El Nino to La Nina pattern could prompt drastic weather change
El Nino to La Nina pattern could prompt drastic weather change
Published on Mar. 11, 2010
In 1998, Kentucky experienced a very wet spring due to a strong El Nino weather pattern. Then El Nino conditions in the equatorial Pacific turned to La Nina – the cooling of water in the Pacific Ocean – that led the Bluegrass State into a summer drought. Some weather models are indicating that history may repeat itself in 2010.
“I’m not forecasting a summer drought,” said University of Kentucky Agricultural Meteorologist Tom Priddy. “I am saying that some weather models are indicating that the current strong El Nino pattern will quickly turn to La Nina, and it will definitely affect our weather in Kentucky and the Ohio Valley.”
Priddy said current models indicate that El Nino will die out this spring and sea surface temperatures in the equatorial Pacific will become near normal, which would end the very active weather that brought the commonwealth such a cold, snowy winter.
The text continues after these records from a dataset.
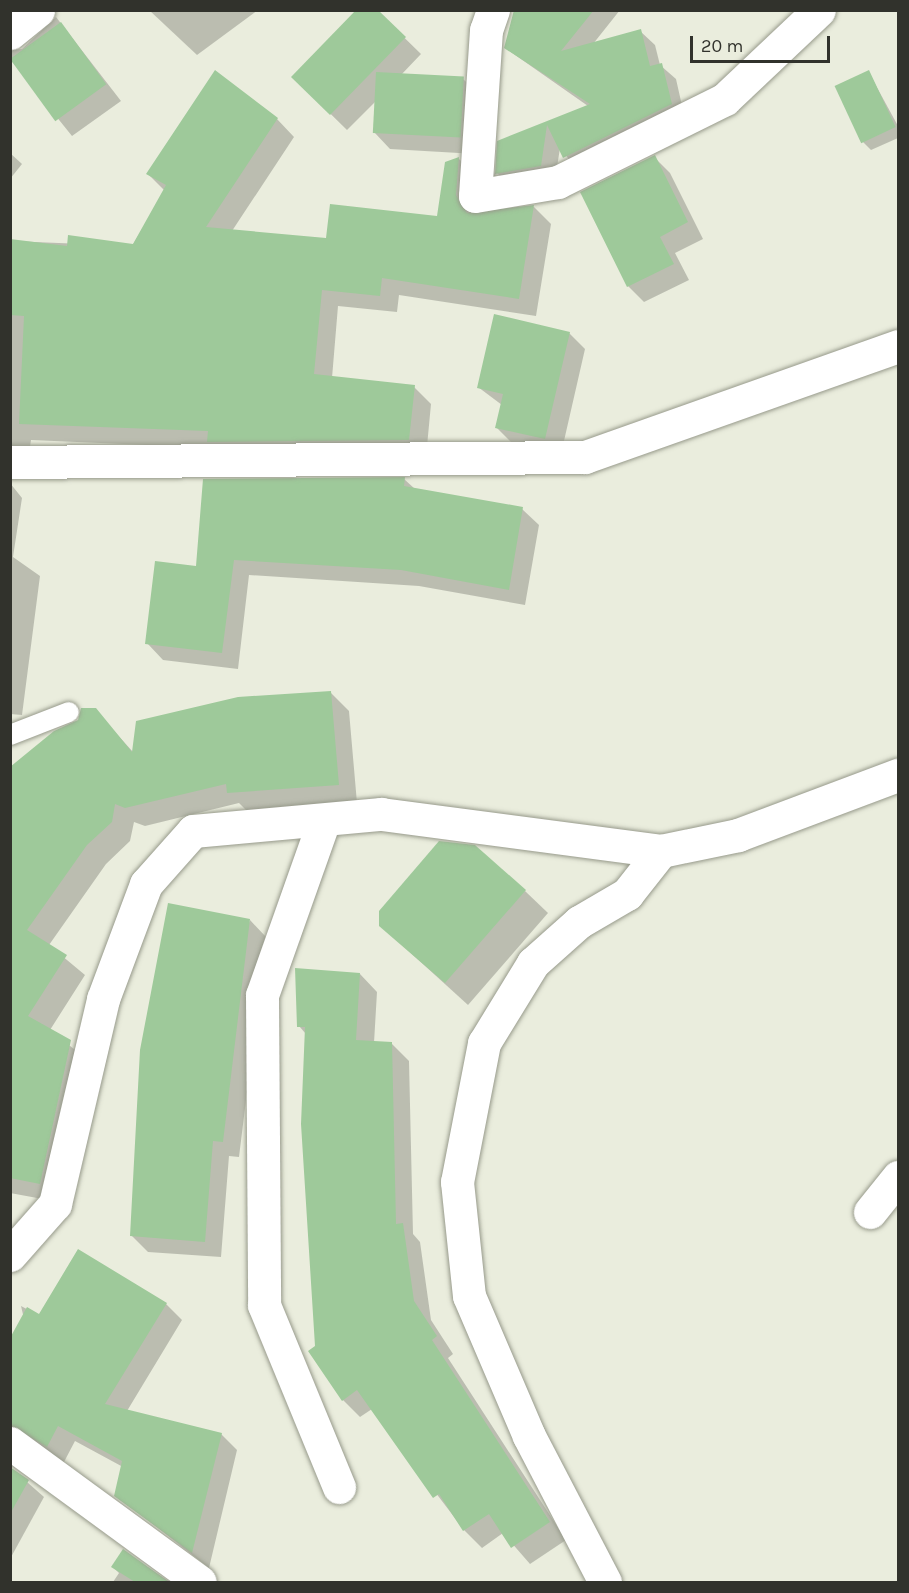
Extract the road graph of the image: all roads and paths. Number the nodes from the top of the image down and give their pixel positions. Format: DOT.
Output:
graph roads {
  1 [pos="38,10"];
  2 [pos="493,10"];
  3 [pos="819,10"];
  4 [pos="10,33"];
  5 [pos="898,346"];
  6 [pos="10,462"];
  7 [pos="69,712"];
  8 [pos="10,735"];
  9 [pos="898,775"];
  10 [pos="323,823"];
  11 [pos="661,851"];
  12 [pos="898,1177"];
  13 [pos="870,1212"];
  14 [pos="10,1255"];
  15 [pos="10,1443"];
  16 [pos="339,1487"];
  17 [pos="200,1582"];
  18 [pos="605,1582"];
  1 -- 4 [label="street"];
  2 -- 3 [label="street"];
  5 -- 6 [label="street"];
  7 -- 8 [label="lane"];
  9 -- 11 [label="street"];
  10 -- 11 [label="street"];
  10 -- 14 [label="street"];
  10 -- 16 [label="street"];
  11 -- 18 [label="street"];
  12 -- 13 [label="street"];
  15 -- 17 [label="street"];
}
Conditions would return Kentucky and the Ohio Valley to a more normal spring scenario, which could be very wet.
“1998 was also a very active weather year for this state and the entire United States, in fact,” Priddy said. “After a strong El Nino for more than a year, it ended in April and a strong La Nina developed in May. So after an unusually wet spring through June of that year, Kentucky got very dry that summer.”
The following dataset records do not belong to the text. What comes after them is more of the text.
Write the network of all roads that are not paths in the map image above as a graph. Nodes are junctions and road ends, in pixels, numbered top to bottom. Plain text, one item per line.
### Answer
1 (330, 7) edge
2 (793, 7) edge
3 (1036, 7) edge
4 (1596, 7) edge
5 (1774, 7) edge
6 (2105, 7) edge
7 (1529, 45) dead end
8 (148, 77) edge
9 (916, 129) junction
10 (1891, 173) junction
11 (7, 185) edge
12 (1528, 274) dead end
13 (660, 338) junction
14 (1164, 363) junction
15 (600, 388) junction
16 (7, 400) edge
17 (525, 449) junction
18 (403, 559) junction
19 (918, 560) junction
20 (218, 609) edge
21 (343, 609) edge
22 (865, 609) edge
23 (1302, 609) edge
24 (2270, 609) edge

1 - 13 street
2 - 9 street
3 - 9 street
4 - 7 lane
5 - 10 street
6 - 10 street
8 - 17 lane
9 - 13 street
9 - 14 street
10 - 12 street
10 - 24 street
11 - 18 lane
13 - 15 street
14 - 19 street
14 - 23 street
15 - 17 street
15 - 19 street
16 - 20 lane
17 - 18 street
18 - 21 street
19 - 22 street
That year was the worst case scenario for the state with regard to agricultural production since the spring was too wet to get crops established, and then the summer was too dry to get any yield for harvest, Priddy explained.
“Let me be clear,” he added. “No one is predicting a drought this summer, but if La Nina returns after this El Nino, Kentucky will not experience optimum growing conditions.”
One additional concern with La Nina potentially taking over is more Atlantic hurricanes.
“During La Niña more hurricanes form in the deep Tropics from African easterly waves,” he said. “These systems have a much greater likelihood of becoming major hurricanes, and of eventually threatening the U.S. and Caribbean Islands.”
Priddy said there also tends to be considerable month-to-month variations in temperature, rainfall and storminess across central North America during a spring La Nina.
Some highlights of the El Nino effect during the 2009-2010 winter were below normal temperatures, resulting in the 14th coldest Kentucky February on record. Priddy reported some areas of the state were even cold enough to go into the record books in the top 10 coldest Februarys. Interestingly, some parts of the state were pretty dry, while other areas such as Louisville, Lexington and Jackson were around 8 inches above normal snowfall.
Now, Priddy said, it’s just a waiting game in the equatorial Pacific to see what spring and summer will bring.